__About this exercise__.
Go through the data below and repeat it exactly, skipping each picture.

__Material to process__.
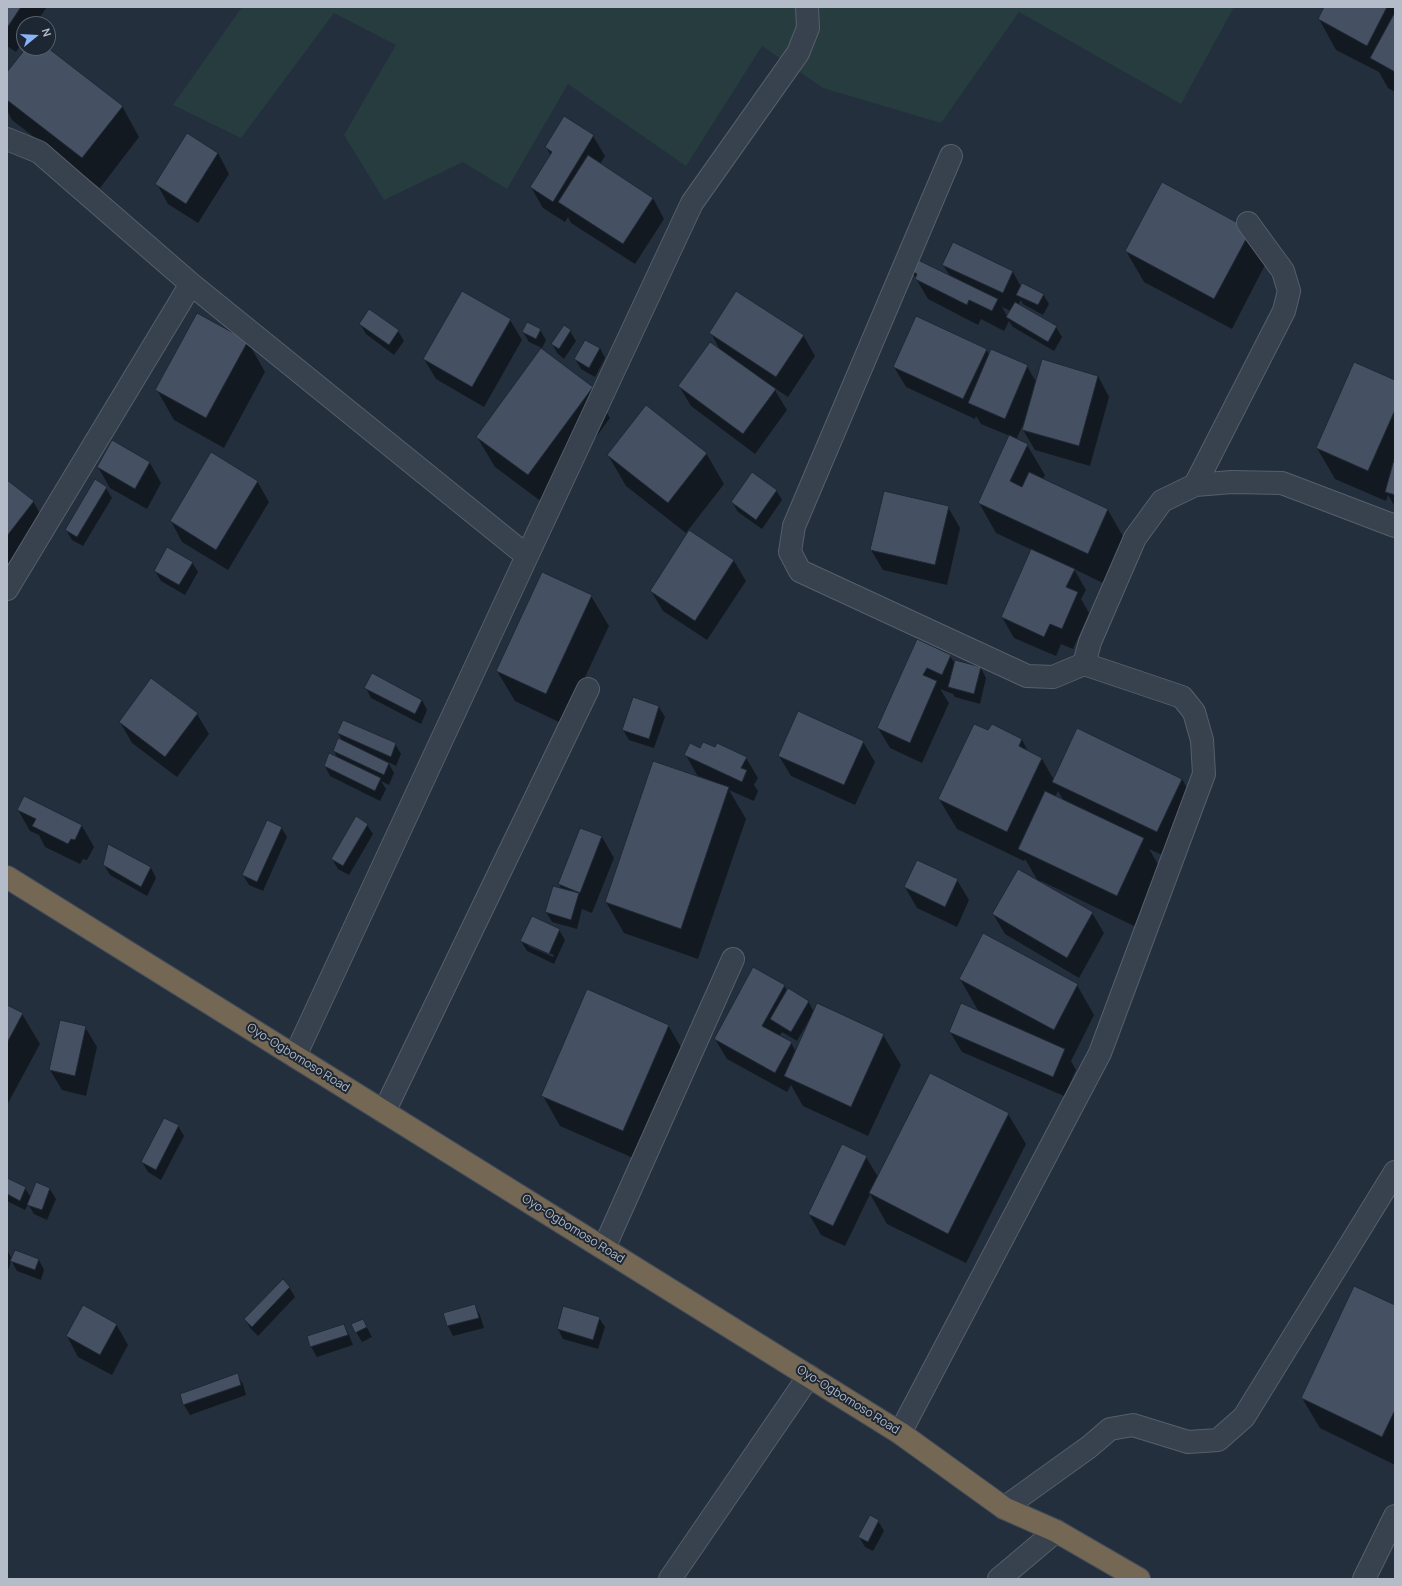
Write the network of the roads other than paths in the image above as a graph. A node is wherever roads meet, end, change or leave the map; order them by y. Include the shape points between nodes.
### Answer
1 (807, 7) edge
2 (7, 139) edge
3 (952, 156) dead end
4 (1248, 223) dead end
5 (191, 284) junction
6 (1195, 486) junction
7 (1395, 526) edge
8 (527, 556) junction
9 (7, 589) edge
10 (1084, 664) junction
11 (588, 689) dead end
12 (7, 877) edge
13 (733, 959) dead end
14 (295, 1056) junction
15 (384, 1112) junction
16 (1395, 1172) edge
17 (604, 1248) junction
18 (809, 1376) junction
19 (900, 1433) junction
20 (1004, 1508) junction
21 (1395, 1516) edge
22 (1056, 1531) junction
23 (670, 1579) edge
24 (999, 1579) edge
25 (1139, 1579) edge
26 (1364, 1579) edge

1 - 8 street via 808,28 798,53 692,203
2 - 5 street via 39,152
3 - 10 street via 794,526 790,552 800,570 1027,676 1053,677
4 - 6 street via 1283,271 1289,291 1284,311
5 - 8 street
5 - 9 street
6 - 7 street via 1232,482 1282,483
6 - 10 street via 1162,501 1135,538 1090,642
8 - 14 street
10 - 19 street via 1182,697 1194,712 1202,740 1204,774 1100,1053
11 - 15 street
12 - 14 highway, Oyo-Ogbomoso Road
13 - 17 street
14 - 15 highway, Oyo-Ogbomoso Road
15 - 17 highway, Oyo-Ogbomoso Road
16 - 20 street via 1244,1416 1218,1440 1188,1442 1133,1425 1110,1429
17 - 18 highway, Oyo-Ogbomoso Road
18 - 19 highway, Oyo-Ogbomoso Road
18 - 23 street
19 - 20 highway, Oyo-Ogbomoso Road
20 - 22 highway, Oyo-Ogbomoso Road
21 - 26 street
22 - 24 street
22 - 25 highway, Oyo-Ogbomoso Road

__Response to this exercise__.
Write the network of the roads other than paths in the image above as a graph. A node is wherever roads meet, end, change or leave the map; order them by y. Include the shape points between nodes.
### Answer
1 (807, 7) edge
2 (7, 139) edge
3 (952, 156) dead end
4 (1248, 223) dead end
5 (191, 284) junction
6 (1195, 486) junction
7 (1395, 526) edge
8 (527, 556) junction
9 (7, 589) edge
10 (1084, 664) junction
11 (588, 689) dead end
12 (7, 877) edge
13 (733, 959) dead end
14 (295, 1056) junction
15 (384, 1112) junction
16 (1395, 1172) edge
17 (604, 1248) junction
18 (809, 1376) junction
19 (900, 1433) junction
20 (1004, 1508) junction
21 (1395, 1516) edge
22 (1056, 1531) junction
23 (670, 1579) edge
24 (999, 1579) edge
25 (1139, 1579) edge
26 (1364, 1579) edge

1 - 8 street via 808,28 798,53 692,203
2 - 5 street via 39,152
3 - 10 street via 794,526 790,552 800,570 1027,676 1053,677
4 - 6 street via 1283,271 1289,291 1284,311
5 - 8 street
5 - 9 street
6 - 7 street via 1232,482 1282,483
6 - 10 street via 1162,501 1135,538 1090,642
8 - 14 street
10 - 19 street via 1182,697 1194,712 1202,740 1204,774 1100,1053
11 - 15 street
12 - 14 highway, Oyo-Ogbomoso Road
13 - 17 street
14 - 15 highway, Oyo-Ogbomoso Road
15 - 17 highway, Oyo-Ogbomoso Road
16 - 20 street via 1244,1416 1218,1440 1188,1442 1133,1425 1110,1429
17 - 18 highway, Oyo-Ogbomoso Road
18 - 19 highway, Oyo-Ogbomoso Road
18 - 23 street
19 - 20 highway, Oyo-Ogbomoso Road
20 - 22 highway, Oyo-Ogbomoso Road
21 - 26 street
22 - 24 street
22 - 25 highway, Oyo-Ogbomoso Road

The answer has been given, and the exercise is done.